A ré entende que devem dar-se como provados os seguintes afirmações de facto que a sentença recorrida considerou não provadas: 
D:O autor acordou verbalmente com a ré a garantia de um ano, tendo em conta que o veículo era de 2003, portanto, usado, e o normal desgaste do mesmo pelo seu uso, bem como o desconto de 1.000€ no valor do preço.
E:O período de garantia acordado entre as partes terminou no dia 09/04/2017.
F:O autor continuou a conduzir após a data em que verificou as alegadas anomalias, durante mais de 4 meses, aumentando assim exponencialmente a gravidade da situação, provocando danos graves e irreparáveis no motor e muito mais oneroso.
G:Em 26/06/2017, a ré informou o autor que não assumiria os custos da reparação do veículo, uma vez que o prazo de garantia tinha terminado, e propôs ao autor levar a viatura para a oficina da C-Lda, para averiguação dos danos do referido veículo e do respectivo orçamento da reparação dos mesmos, o que o autor aceitou.
H:Na oficina da C-Lda, verificou-se que os danos causados no veículo, no motor, tinham sido causados por negligência do autor.
No corpo das alegações também refere a afirmação I, mas não a reproduz nas conclusões.

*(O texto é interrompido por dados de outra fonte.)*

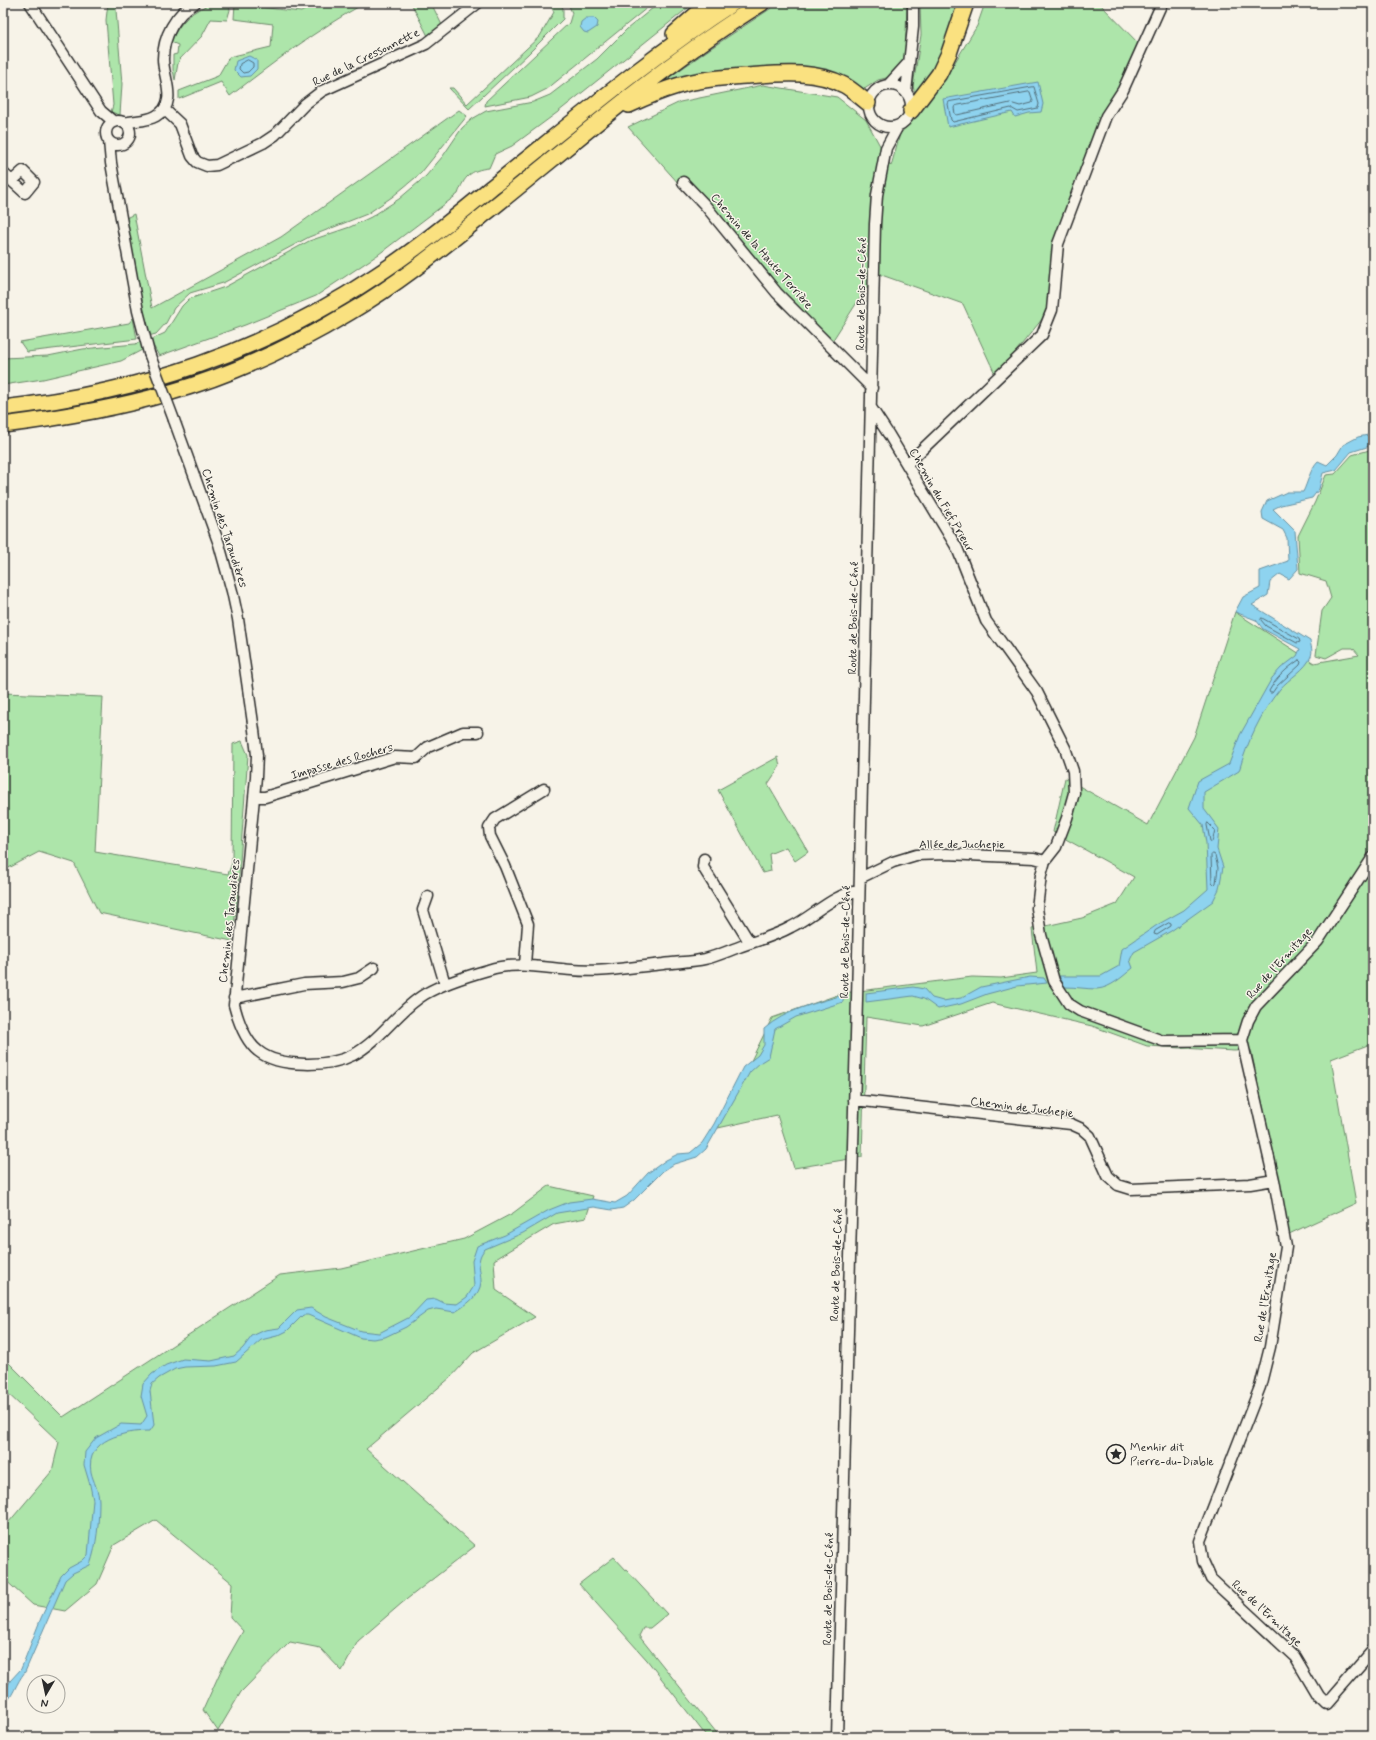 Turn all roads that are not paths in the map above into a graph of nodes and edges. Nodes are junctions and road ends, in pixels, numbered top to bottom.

Para o efeito invoca na íntegra as declarações de parte da ré (através do seu gerente) e o depoimento das suas testemunhas TM e TS, mas depois transcreve, apenas, passagens das declarações de parte e do depoimento da testemunha TM. E invoca ainda o documento com a informação ao autor de que o prazo de garantia era de um ano, apesar do mesmo não ter assinado tal documento. Tanto assim é, acrescenta, que era este o procedimento adoptado pela ré nas negociações e vendas de carros usados. Mais, diz, dos documentos juntos, nomeadamente da ficha de inspecção, o veículo em discussão nos presentes autos tinha sido submetido à inspecção periódica no dia 09/01/2016, não tendo apresentado quaisquer anomalias.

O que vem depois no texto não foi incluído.